Ah, sorry, @jpmckinney - I was talking about the OpenStates => Popolo / OCD conversions -- I was playing with legislative district stuff (apropos our recent thread) for OCD-ized OpenStates data -- but this does apply to non-converted data too! :)

akuckartz commented 10 years ago

Also potentially relevant:

paultag commented 10 years ago

@jpmckinney Any chance we could add division_id (defined as an OCD division ID) to the spec? It'd be really great for the tooling we're building up - I was thinking of using it optionally both on orgs and posts (memberships seem awkward to me, but they might be cool for some situations as well)

jpmckinney commented 10 years ago

I'll add it to the spec when I have a moment, but feel free to use division_id in Pupa in the meantime. mySociety has been using area, but I think that should be reserved for the actual geographical boundary.

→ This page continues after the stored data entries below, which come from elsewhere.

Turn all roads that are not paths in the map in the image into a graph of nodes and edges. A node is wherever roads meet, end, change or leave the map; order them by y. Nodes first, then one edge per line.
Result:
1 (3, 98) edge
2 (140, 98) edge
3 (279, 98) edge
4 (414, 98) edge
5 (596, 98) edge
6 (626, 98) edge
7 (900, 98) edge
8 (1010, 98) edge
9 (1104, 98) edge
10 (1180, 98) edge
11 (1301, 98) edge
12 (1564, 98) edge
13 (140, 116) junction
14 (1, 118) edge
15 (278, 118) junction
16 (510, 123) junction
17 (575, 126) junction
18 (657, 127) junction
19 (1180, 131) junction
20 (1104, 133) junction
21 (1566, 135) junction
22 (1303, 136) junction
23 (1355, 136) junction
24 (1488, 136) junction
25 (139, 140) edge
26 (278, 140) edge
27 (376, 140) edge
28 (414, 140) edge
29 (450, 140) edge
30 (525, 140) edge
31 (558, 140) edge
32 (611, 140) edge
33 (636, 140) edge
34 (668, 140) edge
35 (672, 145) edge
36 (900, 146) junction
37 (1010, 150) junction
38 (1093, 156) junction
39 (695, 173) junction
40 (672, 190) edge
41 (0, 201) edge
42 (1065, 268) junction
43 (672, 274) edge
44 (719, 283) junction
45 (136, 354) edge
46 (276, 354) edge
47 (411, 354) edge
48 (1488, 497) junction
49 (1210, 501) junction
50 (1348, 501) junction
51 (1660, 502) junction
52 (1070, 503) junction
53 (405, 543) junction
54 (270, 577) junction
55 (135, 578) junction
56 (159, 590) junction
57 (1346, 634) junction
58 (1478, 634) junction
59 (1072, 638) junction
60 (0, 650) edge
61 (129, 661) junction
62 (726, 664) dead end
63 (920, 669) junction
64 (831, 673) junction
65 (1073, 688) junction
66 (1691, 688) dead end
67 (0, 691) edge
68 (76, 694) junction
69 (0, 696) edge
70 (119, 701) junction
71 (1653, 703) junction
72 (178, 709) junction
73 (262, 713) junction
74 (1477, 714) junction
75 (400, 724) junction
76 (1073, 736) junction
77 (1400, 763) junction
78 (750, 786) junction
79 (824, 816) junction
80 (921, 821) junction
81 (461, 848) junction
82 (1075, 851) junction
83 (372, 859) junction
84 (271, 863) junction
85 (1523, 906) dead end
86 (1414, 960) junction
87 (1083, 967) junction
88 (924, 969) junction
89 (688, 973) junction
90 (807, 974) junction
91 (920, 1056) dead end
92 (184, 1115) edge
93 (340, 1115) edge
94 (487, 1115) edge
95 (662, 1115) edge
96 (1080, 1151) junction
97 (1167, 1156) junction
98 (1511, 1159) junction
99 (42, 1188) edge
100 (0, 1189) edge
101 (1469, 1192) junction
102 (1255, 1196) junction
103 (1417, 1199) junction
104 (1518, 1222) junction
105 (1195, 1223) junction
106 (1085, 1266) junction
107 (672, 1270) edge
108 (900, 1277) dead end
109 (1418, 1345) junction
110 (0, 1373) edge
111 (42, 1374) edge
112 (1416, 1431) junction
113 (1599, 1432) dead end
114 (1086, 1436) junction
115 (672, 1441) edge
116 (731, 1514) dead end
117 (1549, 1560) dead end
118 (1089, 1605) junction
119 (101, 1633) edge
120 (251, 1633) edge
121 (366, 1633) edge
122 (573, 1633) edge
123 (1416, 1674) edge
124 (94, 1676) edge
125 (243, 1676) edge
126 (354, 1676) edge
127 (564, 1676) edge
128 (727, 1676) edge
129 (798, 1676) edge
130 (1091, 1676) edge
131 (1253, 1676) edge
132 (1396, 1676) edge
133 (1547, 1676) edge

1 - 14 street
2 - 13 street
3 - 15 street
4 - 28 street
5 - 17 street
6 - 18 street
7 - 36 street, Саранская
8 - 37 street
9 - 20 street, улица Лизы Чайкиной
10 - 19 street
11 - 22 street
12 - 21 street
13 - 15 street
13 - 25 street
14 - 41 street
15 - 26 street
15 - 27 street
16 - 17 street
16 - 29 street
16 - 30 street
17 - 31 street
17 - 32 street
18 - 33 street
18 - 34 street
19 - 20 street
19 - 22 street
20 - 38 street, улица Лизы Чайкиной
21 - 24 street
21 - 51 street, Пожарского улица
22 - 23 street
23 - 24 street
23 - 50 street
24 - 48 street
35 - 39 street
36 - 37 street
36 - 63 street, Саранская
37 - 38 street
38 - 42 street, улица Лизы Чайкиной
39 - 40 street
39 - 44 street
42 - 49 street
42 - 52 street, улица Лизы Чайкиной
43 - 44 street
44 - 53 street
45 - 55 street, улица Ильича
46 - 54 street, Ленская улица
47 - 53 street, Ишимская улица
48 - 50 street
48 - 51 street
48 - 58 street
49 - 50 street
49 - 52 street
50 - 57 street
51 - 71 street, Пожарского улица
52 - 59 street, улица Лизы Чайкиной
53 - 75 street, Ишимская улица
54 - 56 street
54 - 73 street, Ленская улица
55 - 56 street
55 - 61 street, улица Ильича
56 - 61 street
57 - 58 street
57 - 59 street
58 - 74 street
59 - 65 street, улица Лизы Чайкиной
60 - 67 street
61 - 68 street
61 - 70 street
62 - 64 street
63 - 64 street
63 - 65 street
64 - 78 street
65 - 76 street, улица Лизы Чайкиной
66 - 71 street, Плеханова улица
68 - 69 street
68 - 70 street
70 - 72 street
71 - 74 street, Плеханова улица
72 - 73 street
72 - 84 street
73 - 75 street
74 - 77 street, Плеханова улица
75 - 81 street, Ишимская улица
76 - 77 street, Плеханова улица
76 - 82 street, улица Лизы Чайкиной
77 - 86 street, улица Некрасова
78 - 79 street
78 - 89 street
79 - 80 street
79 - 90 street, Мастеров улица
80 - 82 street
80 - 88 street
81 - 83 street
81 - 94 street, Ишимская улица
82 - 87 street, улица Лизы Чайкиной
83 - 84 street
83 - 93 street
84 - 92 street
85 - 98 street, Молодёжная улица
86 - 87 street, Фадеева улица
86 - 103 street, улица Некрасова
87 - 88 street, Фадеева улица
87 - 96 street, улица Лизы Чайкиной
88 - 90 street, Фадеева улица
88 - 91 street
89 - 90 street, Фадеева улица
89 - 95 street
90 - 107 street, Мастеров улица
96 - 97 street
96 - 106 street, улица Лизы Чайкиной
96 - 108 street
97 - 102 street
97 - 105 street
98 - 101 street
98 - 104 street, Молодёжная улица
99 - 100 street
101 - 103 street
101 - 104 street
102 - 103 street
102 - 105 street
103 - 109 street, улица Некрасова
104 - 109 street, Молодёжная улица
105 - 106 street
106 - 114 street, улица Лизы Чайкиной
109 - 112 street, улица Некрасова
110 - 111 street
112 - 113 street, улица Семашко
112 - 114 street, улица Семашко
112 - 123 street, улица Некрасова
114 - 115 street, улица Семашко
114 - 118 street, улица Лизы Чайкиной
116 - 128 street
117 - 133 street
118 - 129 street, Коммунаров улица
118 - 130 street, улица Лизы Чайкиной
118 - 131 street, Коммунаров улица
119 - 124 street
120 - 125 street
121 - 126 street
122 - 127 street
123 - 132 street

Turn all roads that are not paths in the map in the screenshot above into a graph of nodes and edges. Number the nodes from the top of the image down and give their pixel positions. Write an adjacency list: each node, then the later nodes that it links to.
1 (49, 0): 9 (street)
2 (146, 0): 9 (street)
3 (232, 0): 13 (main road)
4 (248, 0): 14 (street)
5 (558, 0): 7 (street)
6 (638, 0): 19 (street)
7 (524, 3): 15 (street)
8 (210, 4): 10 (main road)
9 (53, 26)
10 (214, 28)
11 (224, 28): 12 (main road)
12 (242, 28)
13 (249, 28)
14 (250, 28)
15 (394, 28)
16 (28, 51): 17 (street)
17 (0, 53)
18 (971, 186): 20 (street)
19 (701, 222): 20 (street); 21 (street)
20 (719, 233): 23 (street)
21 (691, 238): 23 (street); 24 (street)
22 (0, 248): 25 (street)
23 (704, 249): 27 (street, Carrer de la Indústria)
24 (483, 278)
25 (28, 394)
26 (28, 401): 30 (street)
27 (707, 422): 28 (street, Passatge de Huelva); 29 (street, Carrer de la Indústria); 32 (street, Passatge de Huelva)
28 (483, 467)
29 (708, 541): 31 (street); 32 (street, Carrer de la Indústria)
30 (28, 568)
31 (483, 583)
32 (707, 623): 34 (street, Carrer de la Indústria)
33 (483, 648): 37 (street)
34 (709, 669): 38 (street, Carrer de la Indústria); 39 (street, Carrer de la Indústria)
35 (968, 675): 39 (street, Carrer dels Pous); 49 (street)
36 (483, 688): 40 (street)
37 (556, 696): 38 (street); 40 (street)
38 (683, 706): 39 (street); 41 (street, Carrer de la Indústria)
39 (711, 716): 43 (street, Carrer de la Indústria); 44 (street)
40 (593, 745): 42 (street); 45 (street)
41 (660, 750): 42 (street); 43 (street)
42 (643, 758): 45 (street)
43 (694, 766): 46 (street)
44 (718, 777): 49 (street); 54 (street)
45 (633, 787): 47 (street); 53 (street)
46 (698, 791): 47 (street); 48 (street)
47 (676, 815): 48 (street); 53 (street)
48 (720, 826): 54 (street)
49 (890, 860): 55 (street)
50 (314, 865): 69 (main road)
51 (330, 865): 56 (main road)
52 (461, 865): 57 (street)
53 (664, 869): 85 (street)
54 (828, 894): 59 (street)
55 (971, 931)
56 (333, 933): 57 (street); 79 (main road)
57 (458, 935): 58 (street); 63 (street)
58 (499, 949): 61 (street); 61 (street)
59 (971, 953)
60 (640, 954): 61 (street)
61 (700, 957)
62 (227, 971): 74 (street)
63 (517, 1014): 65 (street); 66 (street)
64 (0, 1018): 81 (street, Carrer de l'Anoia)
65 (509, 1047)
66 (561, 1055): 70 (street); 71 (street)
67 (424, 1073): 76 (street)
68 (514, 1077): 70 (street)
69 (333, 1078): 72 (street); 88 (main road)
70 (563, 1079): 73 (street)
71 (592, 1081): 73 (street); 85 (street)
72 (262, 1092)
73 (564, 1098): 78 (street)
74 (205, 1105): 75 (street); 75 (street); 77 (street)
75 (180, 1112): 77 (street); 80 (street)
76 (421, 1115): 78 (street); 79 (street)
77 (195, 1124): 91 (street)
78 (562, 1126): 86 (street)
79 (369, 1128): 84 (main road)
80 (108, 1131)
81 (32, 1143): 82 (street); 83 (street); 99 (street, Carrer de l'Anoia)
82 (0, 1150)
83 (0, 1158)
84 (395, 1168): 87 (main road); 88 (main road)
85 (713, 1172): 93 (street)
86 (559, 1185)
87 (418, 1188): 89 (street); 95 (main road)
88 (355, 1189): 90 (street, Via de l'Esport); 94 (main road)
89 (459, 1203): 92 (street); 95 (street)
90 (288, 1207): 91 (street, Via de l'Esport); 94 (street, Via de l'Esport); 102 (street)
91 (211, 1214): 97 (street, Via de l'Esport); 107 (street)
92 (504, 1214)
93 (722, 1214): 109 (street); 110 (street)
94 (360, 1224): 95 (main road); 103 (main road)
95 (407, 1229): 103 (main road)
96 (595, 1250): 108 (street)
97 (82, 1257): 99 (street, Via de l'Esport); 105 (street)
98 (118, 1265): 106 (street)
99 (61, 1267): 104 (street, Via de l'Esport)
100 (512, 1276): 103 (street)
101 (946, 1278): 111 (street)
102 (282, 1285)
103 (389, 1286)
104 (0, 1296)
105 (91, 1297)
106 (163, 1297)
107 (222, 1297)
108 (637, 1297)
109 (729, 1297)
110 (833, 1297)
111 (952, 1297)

jpmckinney commented 10 years ago

@paultag Just thinking about possible implementation concerns. area is a term that can refer to a geographic region without a defined boundary (e.g. "the upscale area of town"), whereas division is more likely an area with a defined boundary. So, area is a superset of division. To reduce the number of terms, we might consider using area_id, which if it begins with ocd-division, is understood to be an OCD division. Any opinion on that?

akuckartz commented 10 years ago

I am having a look at some projects which attempt to adapt the European INSPIRE specifications to Linked Data. Some of them hopefully are also relevant outside Europe.

paultag commented 10 years ago

@jpmckinney - sorry, missed this -- I don't really mind what the name is (I've just been using division_id in my code so far), but it seems like any "area" could be issued a division ID (e.g. I can't think of areas that wouldn't be able to be issued a division ID (perhaps if you're talking about the earth on the whole, that might cause issues :) )

jpmckinney commented 10 years ago

@akuckartz Do you have any links? I know about this group: http://www.w3.org/community/locadd/ and this spec: http://www.w3.org/ns/locn

akuckartz commented 10 years ago

@jpmckinney So far I have compiled a small number of links on this page: https://github.com/OParl/specs/wiki/Geo-und-INSPIRE

Quite a few interesting papers were submitted for the W3C Workshop "Linking Geospatial Data" (link is on the Wiki page).

jpmckinney commented 10 years ago

@paultag I've added area_id and area properties to Membership, Organization, and Post, and added a first draft of an Area spec: http://popoloproject.com/specs/area.html

jpmckinney commented 10 years ago

Closing issue. Report feedback in new issues.